*** Block opens ***

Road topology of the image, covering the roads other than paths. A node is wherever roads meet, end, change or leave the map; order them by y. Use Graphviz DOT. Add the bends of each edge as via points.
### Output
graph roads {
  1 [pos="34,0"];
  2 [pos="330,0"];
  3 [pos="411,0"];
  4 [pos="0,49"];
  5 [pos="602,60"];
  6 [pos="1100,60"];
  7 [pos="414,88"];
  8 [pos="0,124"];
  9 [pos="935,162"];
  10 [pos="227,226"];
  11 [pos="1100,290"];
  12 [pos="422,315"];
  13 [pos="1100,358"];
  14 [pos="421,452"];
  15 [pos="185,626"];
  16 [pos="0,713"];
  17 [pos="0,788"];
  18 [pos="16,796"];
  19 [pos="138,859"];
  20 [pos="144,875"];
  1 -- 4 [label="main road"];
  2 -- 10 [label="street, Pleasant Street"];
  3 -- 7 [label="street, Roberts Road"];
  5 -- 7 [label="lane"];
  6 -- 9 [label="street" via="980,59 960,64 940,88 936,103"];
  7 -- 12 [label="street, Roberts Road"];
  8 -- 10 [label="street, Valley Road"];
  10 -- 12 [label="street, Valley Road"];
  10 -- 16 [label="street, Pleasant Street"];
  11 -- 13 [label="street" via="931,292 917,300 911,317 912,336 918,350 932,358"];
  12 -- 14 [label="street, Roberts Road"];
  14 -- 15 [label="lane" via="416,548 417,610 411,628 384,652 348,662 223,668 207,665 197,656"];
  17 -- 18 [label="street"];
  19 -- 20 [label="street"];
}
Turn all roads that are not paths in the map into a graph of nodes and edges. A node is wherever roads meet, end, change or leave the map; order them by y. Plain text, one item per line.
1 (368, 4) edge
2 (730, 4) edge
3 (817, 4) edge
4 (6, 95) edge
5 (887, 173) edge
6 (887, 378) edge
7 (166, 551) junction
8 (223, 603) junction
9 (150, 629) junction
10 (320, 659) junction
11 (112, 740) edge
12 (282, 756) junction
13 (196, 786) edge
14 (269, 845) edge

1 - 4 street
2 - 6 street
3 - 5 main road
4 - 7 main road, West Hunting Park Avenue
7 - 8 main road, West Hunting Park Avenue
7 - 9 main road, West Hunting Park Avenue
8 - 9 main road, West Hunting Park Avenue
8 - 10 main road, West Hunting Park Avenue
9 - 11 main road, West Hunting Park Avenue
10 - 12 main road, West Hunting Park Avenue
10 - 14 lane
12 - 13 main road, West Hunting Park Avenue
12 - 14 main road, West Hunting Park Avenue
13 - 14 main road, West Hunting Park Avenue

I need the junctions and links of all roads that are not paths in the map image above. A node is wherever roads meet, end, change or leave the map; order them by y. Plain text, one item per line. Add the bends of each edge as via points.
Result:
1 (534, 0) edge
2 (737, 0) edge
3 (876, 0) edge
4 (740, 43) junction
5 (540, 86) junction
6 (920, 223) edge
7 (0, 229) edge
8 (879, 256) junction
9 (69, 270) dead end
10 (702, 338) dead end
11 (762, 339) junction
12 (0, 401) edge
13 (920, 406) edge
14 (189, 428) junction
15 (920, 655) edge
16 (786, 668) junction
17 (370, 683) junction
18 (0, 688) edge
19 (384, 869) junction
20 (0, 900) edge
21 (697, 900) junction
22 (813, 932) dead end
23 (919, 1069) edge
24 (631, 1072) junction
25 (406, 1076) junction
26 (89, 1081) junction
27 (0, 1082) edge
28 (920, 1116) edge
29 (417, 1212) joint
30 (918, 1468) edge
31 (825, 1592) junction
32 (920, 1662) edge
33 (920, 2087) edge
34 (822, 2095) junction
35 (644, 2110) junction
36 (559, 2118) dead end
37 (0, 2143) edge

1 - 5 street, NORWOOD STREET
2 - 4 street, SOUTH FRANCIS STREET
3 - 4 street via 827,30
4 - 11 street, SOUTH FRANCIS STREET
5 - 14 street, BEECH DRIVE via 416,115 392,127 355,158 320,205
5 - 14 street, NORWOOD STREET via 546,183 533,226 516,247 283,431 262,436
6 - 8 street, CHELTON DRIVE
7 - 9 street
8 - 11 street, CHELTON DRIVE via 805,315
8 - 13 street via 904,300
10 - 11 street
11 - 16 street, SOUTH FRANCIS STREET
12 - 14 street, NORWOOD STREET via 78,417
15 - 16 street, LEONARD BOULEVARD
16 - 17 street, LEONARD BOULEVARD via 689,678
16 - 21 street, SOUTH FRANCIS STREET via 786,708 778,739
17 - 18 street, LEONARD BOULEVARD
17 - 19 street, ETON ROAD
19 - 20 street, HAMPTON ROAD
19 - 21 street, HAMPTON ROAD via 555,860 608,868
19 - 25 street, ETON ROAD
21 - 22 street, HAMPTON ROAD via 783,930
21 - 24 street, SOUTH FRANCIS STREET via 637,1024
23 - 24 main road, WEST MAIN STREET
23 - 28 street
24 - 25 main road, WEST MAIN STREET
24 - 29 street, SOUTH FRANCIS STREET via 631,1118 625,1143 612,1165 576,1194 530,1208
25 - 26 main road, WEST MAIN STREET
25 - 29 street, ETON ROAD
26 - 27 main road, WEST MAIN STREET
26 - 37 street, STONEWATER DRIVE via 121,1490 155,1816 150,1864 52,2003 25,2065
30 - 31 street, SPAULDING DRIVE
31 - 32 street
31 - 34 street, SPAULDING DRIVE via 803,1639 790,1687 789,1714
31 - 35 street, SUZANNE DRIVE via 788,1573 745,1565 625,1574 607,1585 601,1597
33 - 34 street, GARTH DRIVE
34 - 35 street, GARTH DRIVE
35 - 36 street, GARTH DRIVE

*** Block closes ***

Task instructions: Each line of the listing is to be repeated exactly.

Answer box:
Road topology of the image, covering the roads other than paths. A node is wherever roads meet, end, change or leave the map; order them by y. Use Graphviz DOT. Add the bends of each edge as via points.
### Output
graph roads {
  1 [pos="34,0"];
  2 [pos="330,0"];
  3 [pos="411,0"];
  4 [pos="0,49"];
  5 [pos="602,60"];
  6 [pos="1100,60"];
  7 [pos="414,88"];
  8 [pos="0,124"];
  9 [pos="935,162"];
  10 [pos="227,226"];
  11 [pos="1100,290"];
  12 [pos="422,315"];
  13 [pos="1100,358"];
  14 [pos="421,452"];
  15 [pos="185,626"];
  16 [pos="0,713"];
  17 [pos="0,788"];
  18 [pos="16,796"];
  19 [pos="138,859"];
  20 [pos="144,875"];
  1 -- 4 [label="main road"];
  2 -- 10 [label="street, Pleasant Street"];
  3 -- 7 [label="street, Roberts Road"];
  5 -- 7 [label="lane"];
  6 -- 9 [label="street" via="980,59 960,64 940,88 936,103"];
  7 -- 12 [label="street, Roberts Road"];
  8 -- 10 [label="street, Valley Road"];
  10 -- 12 [label="street, Valley Road"];
  10 -- 16 [label="street, Pleasant Street"];
  11 -- 13 [label="street" via="931,292 917,300 911,317 912,336 918,350 932,358"];
  12 -- 14 [label="street, Roberts Road"];
  14 -- 15 [label="lane" via="416,548 417,610 411,628 384,652 348,662 223,668 207,665 197,656"];
  17 -- 18 [label="street"];
  19 -- 20 [label="street"];
}
Turn all roads that are not paths in the map into a graph of nodes and edges. A node is wherever roads meet, end, change or leave the map; order them by y. Plain text, one item per line.
1 (368, 4) edge
2 (730, 4) edge
3 (817, 4) edge
4 (6, 95) edge
5 (887, 173) edge
6 (887, 378) edge
7 (166, 551) junction
8 (223, 603) junction
9 (150, 629) junction
10 (320, 659) junction
11 (112, 740) edge
12 (282, 756) junction
13 (196, 786) edge
14 (269, 845) edge

1 - 4 street
2 - 6 street
3 - 5 main road
4 - 7 main road, West Hunting Park Avenue
7 - 8 main road, West Hunting Park Avenue
7 - 9 main road, West Hunting Park Avenue
8 - 9 main road, West Hunting Park Avenue
8 - 10 main road, West Hunting Park Avenue
9 - 11 main road, West Hunting Park Avenue
10 - 12 main road, West Hunting Park Avenue
10 - 14 lane
12 - 13 main road, West Hunting Park Avenue
12 - 14 main road, West Hunting Park Avenue
13 - 14 main road, West Hunting Park Avenue

I need the junctions and links of all roads that are not paths in the map image above. A node is wherever roads meet, end, change or leave the map; order them by y. Plain text, one item per line. Add the bends of each edge as via points.
Result:
1 (534, 0) edge
2 (737, 0) edge
3 (876, 0) edge
4 (740, 43) junction
5 (540, 86) junction
6 (920, 223) edge
7 (0, 229) edge
8 (879, 256) junction
9 (69, 270) dead end
10 (702, 338) dead end
11 (762, 339) junction
12 (0, 401) edge
13 (920, 406) edge
14 (189, 428) junction
15 (920, 655) edge
16 (786, 668) junction
17 (370, 683) junction
18 (0, 688) edge
19 (384, 869) junction
20 (0, 900) edge
21 (697, 900) junction
22 (813, 932) dead end
23 (919, 1069) edge
24 (631, 1072) junction
25 (406, 1076) junction
26 (89, 1081) junction
27 (0, 1082) edge
28 (920, 1116) edge
29 (417, 1212) joint
30 (918, 1468) edge
31 (825, 1592) junction
32 (920, 1662) edge
33 (920, 2087) edge
34 (822, 2095) junction
35 (644, 2110) junction
36 (559, 2118) dead end
37 (0, 2143) edge

1 - 5 street, NORWOOD STREET
2 - 4 street, SOUTH FRANCIS STREET
3 - 4 street via 827,30
4 - 11 street, SOUTH FRANCIS STREET
5 - 14 street, BEECH DRIVE via 416,115 392,127 355,158 320,205
5 - 14 street, NORWOOD STREET via 546,183 533,226 516,247 283,431 262,436
6 - 8 street, CHELTON DRIVE
7 - 9 street
8 - 11 street, CHELTON DRIVE via 805,315
8 - 13 street via 904,300
10 - 11 street
11 - 16 street, SOUTH FRANCIS STREET
12 - 14 street, NORWOOD STREET via 78,417
15 - 16 street, LEONARD BOULEVARD
16 - 17 street, LEONARD BOULEVARD via 689,678
16 - 21 street, SOUTH FRANCIS STREET via 786,708 778,739
17 - 18 street, LEONARD BOULEVARD
17 - 19 street, ETON ROAD
19 - 20 street, HAMPTON ROAD
19 - 21 street, HAMPTON ROAD via 555,860 608,868
19 - 25 street, ETON ROAD
21 - 22 street, HAMPTON ROAD via 783,930
21 - 24 street, SOUTH FRANCIS STREET via 637,1024
23 - 24 main road, WEST MAIN STREET
23 - 28 street
24 - 25 main road, WEST MAIN STREET
24 - 29 street, SOUTH FRANCIS STREET via 631,1118 625,1143 612,1165 576,1194 530,1208
25 - 26 main road, WEST MAIN STREET
25 - 29 street, ETON ROAD
26 - 27 main road, WEST MAIN STREET
26 - 37 street, STONEWATER DRIVE via 121,1490 155,1816 150,1864 52,2003 25,2065
30 - 31 street, SPAULDING DRIVE
31 - 32 street
31 - 34 street, SPAULDING DRIVE via 803,1639 790,1687 789,1714
31 - 35 street, SUZANNE DRIVE via 788,1573 745,1565 625,1574 607,1585 601,1597
33 - 34 street, GARTH DRIVE
34 - 35 street, GARTH DRIVE
35 - 36 street, GARTH DRIVE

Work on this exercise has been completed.